Cloning and Overexpression of Staphylococcal Enterotoxin B gene synthetic (SEBsyn) in pET-28a: Pre-development bacterial-toxin therapy for cancer

Abstract

Staphylococcal enterotoxin B (SEB) from Staphylococcus aureus is a potential therapeutic agent for cancer. SEB can activate the immune response, which could induce apoptosis of various cancer cells. This study aimed to design and produce a recombinant SEB protein using Escherichia coli BL21(DE3) expression system. We designed and optimized the codon of the inserted gene for E. coli and then transformed it into E. coli BL21(DE3).

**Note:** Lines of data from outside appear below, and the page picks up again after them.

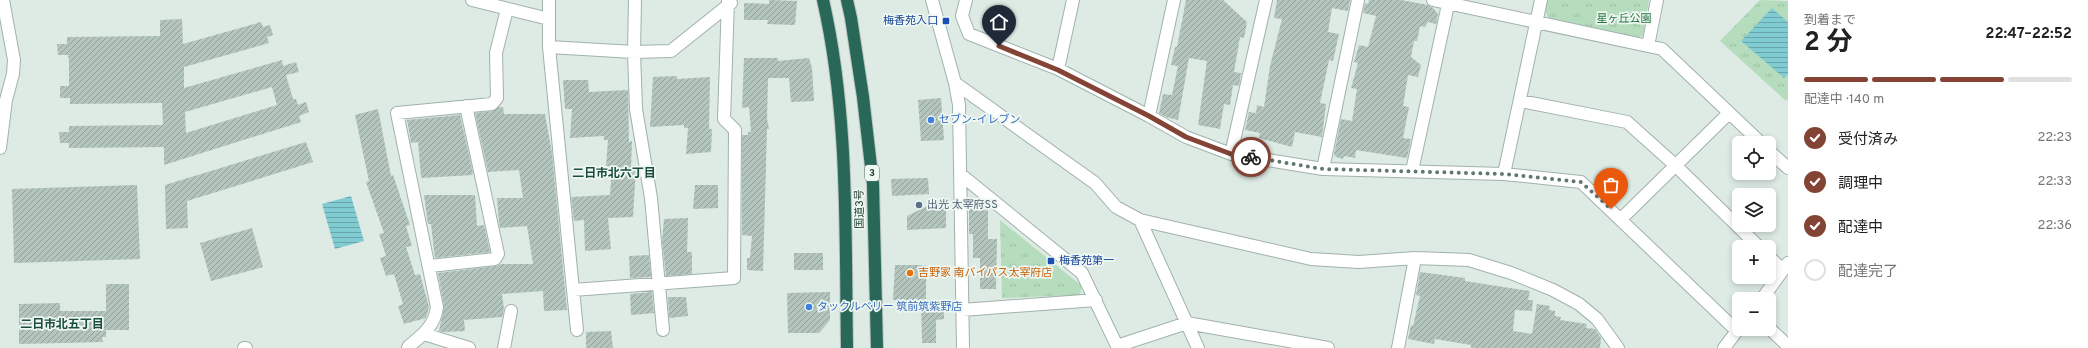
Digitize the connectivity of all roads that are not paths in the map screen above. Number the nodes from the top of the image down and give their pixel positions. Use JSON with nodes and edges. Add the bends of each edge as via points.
{"nodes":[{"id":1,"x":3,"y":0,"type":"edge"},
{"id":2,"x":472,"y":0,"type":"edge"},
{"id":3,"x":550,"y":0,"type":"edge"},
{"id":4,"x":635,"y":0,"type":"edge"},
{"id":5,"x":823,"y":0,"type":"edge"},
{"id":6,"x":847,"y":0,"type":"edge"},
{"id":7,"x":932,"y":0,"type":"edge"},
{"id":8,"x":966,"y":0,"type":"edge"},
{"id":9,"x":1073,"y":0,"type":"edge"},
{"id":10,"x":1174,"y":0,"type":"edge"},
{"id":11,"x":1266,"y":0,"type":"edge"},
{"id":12,"x":1358,"y":0,"type":"edge"},
{"id":13,"x":1434,"y":0,"type":"edge"},
{"id":14,"x":1541,"y":0,"type":"edge"},
{"id":15,"x":1656,"y":0,"type":"edge"},
{"id":16,"x":730,"y":2,"type":"edge"},
{"id":17,"x":1448,"y":2,"type":"edge"},
{"id":18,"x":507,"y":9,"type":"junction"},
{"id":19,"x":549,"y":19,"type":"junction"},
{"id":20,"x":1536,"y":22,"type":"junction"},
{"id":21,"x":5,"y":34,"type":"edge"},
{"id":22,"x":1648,"y":46,"type":"junction"},
{"id":23,"x":549,"y":47,"type":"junction"},
{"id":24,"x":634,"y":52,"type":"junction"},
{"id":25,"x":1058,"y":70,"type":"junction"},
{"id":26,"x":955,"y":83,"type":"junction"},
{"id":27,"x":1521,"y":101,"type":"junction"},
{"id":28,"x":466,"y":106,"type":"junction"},
{"id":29,"x":1728,"y":114,"type":"junction"},
{"id":30,"x":1149,"y":116,"type":"junction"},
{"id":31,"x":1752,"y":136,"type":"edge"},
{"id":32,"x":0,"y":148,"type":"edge"},
{"id":33,"x":1231,"y":154,"type":"junction"},
{"id":34,"x":1776,"y":156,"type":"edge"},
{"id":35,"x":1787,"y":164,"type":"edge"},
{"id":36,"x":1675,"y":165,"type":"junction"},
{"id":37,"x":1323,"y":169,"type":"junction"},
{"id":38,"x":1412,"y":171,"type":"junction"},
{"id":39,"x":960,"y":174,"type":"junction"},
{"id":40,"x":1504,"y":174,"type":"junction"},
{"id":41,"x":1621,"y":218,"type":"junction"},
{"id":42,"x":1140,"y":220,"type":"junction"},
{"id":43,"x":1752,"y":240,"type":"edge"},
{"id":44,"x":1415,"y":258,"type":"junction"},
{"id":45,"x":1776,"y":261,"type":"edge"},
{"id":46,"x":430,"y":266,"type":"junction"},
{"id":47,"x":1785,"y":267,"type":"edge"},
{"id":48,"x":658,"y":284,"type":"junction"},
{"id":49,"x":573,"y":290,"type":"junction"},
{"id":50,"x":1767,"y":292,"type":"edge"},
{"id":51,"x":1096,"y":300,"type":"junction"},
{"id":52,"x":962,"y":310,"type":"junction"},
{"id":53,"x":511,"y":311,"type":"dead end"},
{"id":54,"x":1187,"y":323,"type":"junction"},
{"id":55,"x":1732,"y":323,"type":"edge"},
{"id":56,"x":577,"y":330,"type":"dead end"},
{"id":57,"x":662,"y":330,"type":"dead end"},
{"id":58,"x":424,"y":334,"type":"junction"},
{"id":59,"x":1776,"y":335,"type":"edge"},
{"id":60,"x":1733,"y":336,"type":"edge"},
{"id":61,"x":1788,"y":346,"type":"edge"},
{"id":62,"x":1117,"y":347,"type":"edge"},
{"id":63,"x":408,"y":348,"type":"edge"},
{"id":64,"x":469,"y":348,"type":"edge"},
{"id":65,"x":504,"y":348,"type":"edge"},
{"id":66,"x":847,"y":348,"type":"edge"},
{"id":67,"x":877,"y":348,"type":"edge"},
{"id":68,"x":963,"y":348,"type":"edge"},
{"id":69,"x":1198,"y":348,"type":"edge"},
{"id":70,"x":1328,"y":348,"type":"edge"},
{"id":71,"x":1398,"y":348,"type":"edge"},
{"id":72,"x":1618,"y":348,"type":"edge"},
{"id":73,"x":1724,"y":348,"type":"edge"}],
"edges":[{"from":1,"to":21,"type":"street"},
{"from":2,"to":18,"type":"street"},
{"from":3,"to":19,"type":"street"},
{"from":4,"to":24,"type":"street"},
{"from":5,"to":66,"type":"highway","name":"国道3号","via":[[830,29],[845,152]]},
{"from":6,"to":67,"type":"highway","name":"国道3号","number":"3","via":[[863,97],[873,184]]},
{"from":7,"to":26,"type":"street"},
{"from":8,"to":25,"type":"street","via":[[962,16],[969,34]]},
{"from":9,"to":25,"type":"street"},
{"from":10,"to":30,"type":"street"},
{"from":11,"to":33,"type":"street"},
{"from":12,"to":37,"type":"street"},
{"from":13,"to":17,"type":"street"},
{"from":14,"to":20,"type":"street"},
{"from":15,"to":22,"type":"street"},
{"from":16,"to":24,"type":"street","via":[[671,51]]},
{"from":16,"to":48,"type":"street","via":[[724,119],[735,130],[734,278]]},
{"from":17,"to":20,"type":"street"},
{"from":17,"to":38,"type":"street"},
{"from":18,"to":19,"type":"street"},
{"from":18,"to":28,"type":"street","via":[[496,53],[497,98],[492,104]]},
{"from":19,"to":23,"type":"street"},
{"from":20,"to":22,"type":"street"},
{"from":20,"to":27,"type":"street"},
{"from":21,"to":32,"type":"street","via":[[14,60]]},
{"from":22,"to":29,"type":"street","via":[[1662,49]]},
{"from":23,"to":24,"type":"street"},
{"from":23,"to":49,"type":"street"},
{"from":24,"to":48,"type":"street","via":[[636,109],[651,198]]},
{"from":25,"to":30,"type":"street"},
{"from":26,"to":39,"type":"street","via":[[959,105]]},
{"from":26,"to":42,"type":"street","via":[[1095,183],[1116,207]]},
{"from":27,"to":36,"type":"street","via":[[1627,122]]},
{"from":27,"to":40,"type":"street"},
{"from":28,"to":46,"type":"street","via":[[498,254],[495,259]]},
{"from":28,"to":46,"type":"street","via":[[397,112]]},
{"from":29,"to":31,"type":"street"},
{"from":29,"to":36,"type":"street"},
{"from":30,"to":33,"type":"street","via":[[1186,137]]},
{"from":33,"to":37,"type":"street"},
{"from":34,"to":35,"type":"street"},
{"from":36,"to":41,"type":"street"},
{"from":36,"to":43,"type":"street"},
{"from":37,"to":38,"type":"street"},
{"from":38,"to":40,"type":"street"},
{"from":39,"to":51,"type":"street","via":[[1082,273]]},
{"from":39,"to":52,"type":"street"},
{"from":40,"to":41,"type":"street","via":[[1581,182]]},
{"from":41,"to":55,"type":"street"},
{"from":42,"to":44,"type":"street","via":[[1311,259],[1359,262]]},
{"from":42,"to":54,"type":"street"},
{"from":44,"to":71,"type":"street"},
{"from":44,"to":72,"type":"street","via":[[1469,260],[1553,290],[1579,304],[1597,319]]},
{"from":45,"to":47,"type":"street"},
{"from":46,"to":58,"type":"street","via":[[437,307],[433,322]]},
{"from":47,"to":50,"type":"street"},
{"from":48,"to":49,"type":"street"},
{"from":48,"to":57,"type":"street"},
{"from":49,"to":56,"type":"street"},
{"from":51,"to":52,"type":"street"},
{"from":51,"to":62,"type":"street"},
{"from":52,"to":68,"type":"street"},
{"from":53,"to":65,"type":"street"},
{"from":54,"to":62,"type":"street"},
{"from":54,"to":69,"type":"street"},
{"from":54,"to":70,"type":"street"},
{"from":58,"to":63,"type":"street"},
{"from":58,"to":64,"type":"street"},
{"from":59,"to":61,"type":"street"},
{"from":60,"to":73,"type":"street"}]}
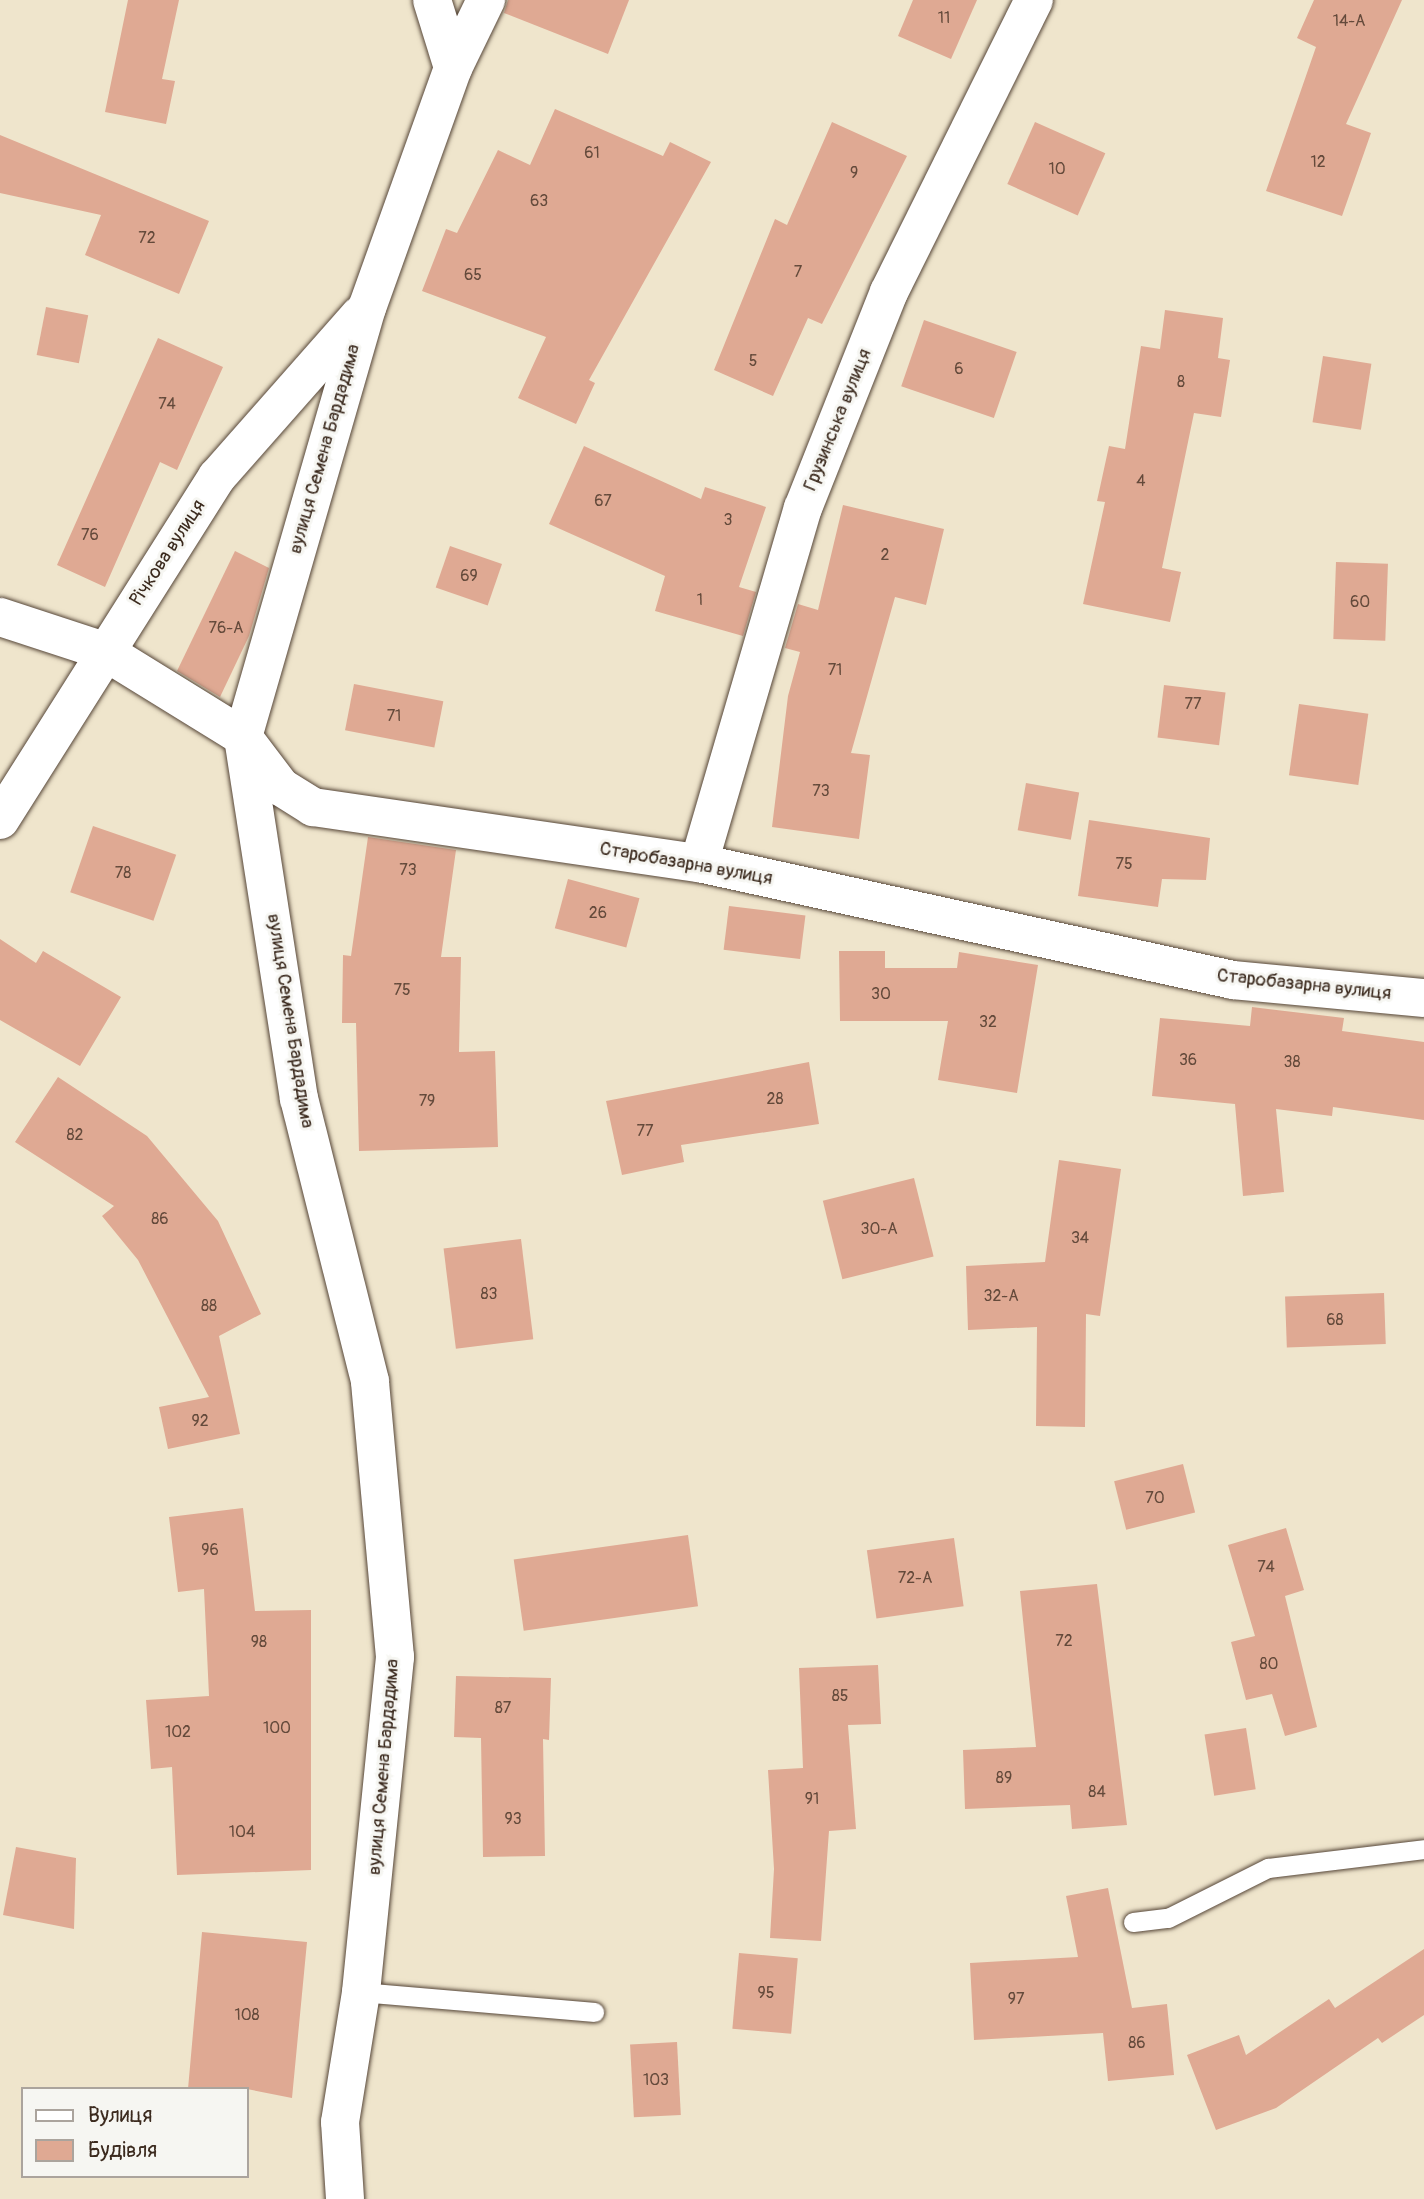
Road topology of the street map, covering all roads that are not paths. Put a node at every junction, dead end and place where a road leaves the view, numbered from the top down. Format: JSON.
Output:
{"nodes":[{"id":1,"x":432,"y":0,"type":"edge"},
{"id":2,"x":485,"y":0,"type":"edge"},
{"id":3,"x":1034,"y":0,"type":"edge"},
{"id":4,"x":453,"y":68,"type":"junction"},
{"id":5,"x":367,"y":308,"type":"junction"},
{"id":6,"x":0,"y":617,"type":"edge"},
{"id":7,"x":104,"y":651,"type":"junction"},
{"id":8,"x":243,"y":737,"type":"junction"},
{"id":9,"x":0,"y":820,"type":"edge"},
{"id":10,"x":699,"y":863,"type":"junction"},
{"id":11,"x":1424,"y":998,"type":"edge"},
{"id":12,"x":1424,"y":1849,"type":"edge"},
{"id":13,"x":1133,"y":1922,"type":"dead end"},
{"id":14,"x":361,"y":1993,"type":"junction"},
{"id":15,"x":594,"y":2012,"type":"dead end"},
{"id":16,"x":345,"y":2199,"type":"edge"}],
"edges":[{"from":1,"to":4,"type":"street"},
{"from":2,"to":4,"type":"street","name":"вулиця Семена Бардадима"},
{"from":3,"to":10,"type":"street","name":"Грузинська вулиця"},
{"from":4,"to":5,"type":"street","name":"вулиця Семена Бардадима"},
{"from":5,"to":7,"type":"street","name":"Річкова вулиця"},
{"from":5,"to":8,"type":"street","name":"вулиця Семена Бардадима"},
{"from":6,"to":7,"type":"street","name":"Старобазарна вулиця"},
{"from":7,"to":8,"type":"street","name":"Старобазарна вулиця"},
{"from":7,"to":9,"type":"street","name":"Річкова вулиця"},
{"from":8,"to":10,"type":"street","name":"Старобазарна вулиця"},
{"from":8,"to":14,"type":"street","name":"вулиця Семена Бардадима"},
{"from":10,"to":11,"type":"street","name":"Старобазарна вулиця"},
{"from":12,"to":13,"type":"lane"},
{"from":14,"to":15,"type":"lane"},
{"from":14,"to":16,"type":"street","name":"вулиця Семена Бардадима"}]}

The transformants were verified by selective media containing kanamycin followed by colony PCR with T7 promoter and T7 terminator primers and DNA sequencing. The results showed that the SEBsyn encoding gene could be synthesized and cloned into pET-28a(+) expression plasmid. This recombinant plasmid that carried the SEB encoding gene (pET-28a_SEBsyn) was successfully transformed into E. coli BL21(DE3). The amplicons of colony PCR visualized in 2% agarose gel showed that transformants carrying the recombinant plasmid had an inserted gene length of about 1 kb. Gene inserts sequence verification by DNA sequencing resulted in 1,148 bp sequence consensus. The blastx analysis showed that it had the best hit with enterotoxin B in the NCBI database accession id CAC6284025.1. The recombinant SEB protein was also successfully overexpressed in E.coli BL21(DE3) with 0.1 mM IPTG. Our recombinant SEB protein was dominantly insoluble in the inclusion body; however, some SEB protein was expressed as soluble. The molecular weight of the target protein is about 29 kDa.